FDA approves first treatment for pediatric functional constipation


FDA has approved Linzess (linaclotide) capsules to treat functional constipation in pediatric patients 6 to 17 years of age. Linzess is the first treatment for pediatric functional constipation. The recommended dosage in pediatric patients 6 to 17 years is 72 mcg orally once daily.

Disease or Condition

Functional constipation is a common condition experienced by children and adolescents in which patients have infrequent bowel movements with hard stools that can be difficult or painful to pass. There is no known underlying organic cause and there are typically multiple contributing factors. 


The efficacy of Linzess for the treatment of functional constipation in pediatric patients 6 to 17 years of age was established in a 12-week double-blind, placebo-controlled, randomized, multicenter clinical trial (Trial 7; NCT04026113) and supported by efficacy data from adequate and well-controlled trials in adults with chronic idiopathic constipation (constipation that persists and isn’t connected to an underlying illness).

For enrollment in the pediatric clinical trial, Rome III diagnostic criteria for functional constipation were modified to require that patients have less than three spontaneous bowel movements (SBMs) per week (defined as a BM that occurred in the absence of laxative, enema, or suppository use on the calendar day of or before the BM) and one or more of the following criteria at least once per week for at least two months before the screening visit: 

  • History of stool withholding or excessive voluntary stool retention 
  • History of painful or hard bowel movements (BMs) 
  • History of large diameter stools that may obstruct the toilet 
  • Presence of a large fecal mass in the rectum 
  • At least one episode of fecal incontinence per week

The primary efficacy endpoint was a 12-week change from baseline in SBM frequency rate. Patients who received Linzess experienced a greater improvement in the average number of SBMs per week than patients who received placebo. SBM frequency improved during week one and was maintained throughout the remainder of the 12-week treatment period.

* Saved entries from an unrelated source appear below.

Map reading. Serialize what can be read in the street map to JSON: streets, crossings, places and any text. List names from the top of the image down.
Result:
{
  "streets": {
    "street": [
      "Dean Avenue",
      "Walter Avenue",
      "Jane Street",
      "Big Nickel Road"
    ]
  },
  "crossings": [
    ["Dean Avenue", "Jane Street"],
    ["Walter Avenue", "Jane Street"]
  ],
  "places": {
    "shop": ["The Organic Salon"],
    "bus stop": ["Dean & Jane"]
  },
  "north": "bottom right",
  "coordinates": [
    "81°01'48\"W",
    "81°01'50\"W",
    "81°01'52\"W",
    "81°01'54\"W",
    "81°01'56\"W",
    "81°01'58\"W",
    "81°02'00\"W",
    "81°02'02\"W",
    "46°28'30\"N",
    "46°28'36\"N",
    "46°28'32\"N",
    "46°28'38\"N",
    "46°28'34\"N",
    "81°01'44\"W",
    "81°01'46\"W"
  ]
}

The most common adverse reaction reported in pediatric patients 6 to 17 years of age with functional constipation is diarrhea. If severe diarrhea occurs, patients should stop receiving Linzess and be rehydrated. Linzess contains a boxed warning that the medication should not be taken by patients less than 2 years of age. In neonatal mice, linaclotide caused deaths due to dehydration. Patients with known or suspected mechanical gastrointestinal obstruction (bowel blockage) should not take Linzess. See full prescribing information for additional information on risks associated with Linzess.


This application received priority review.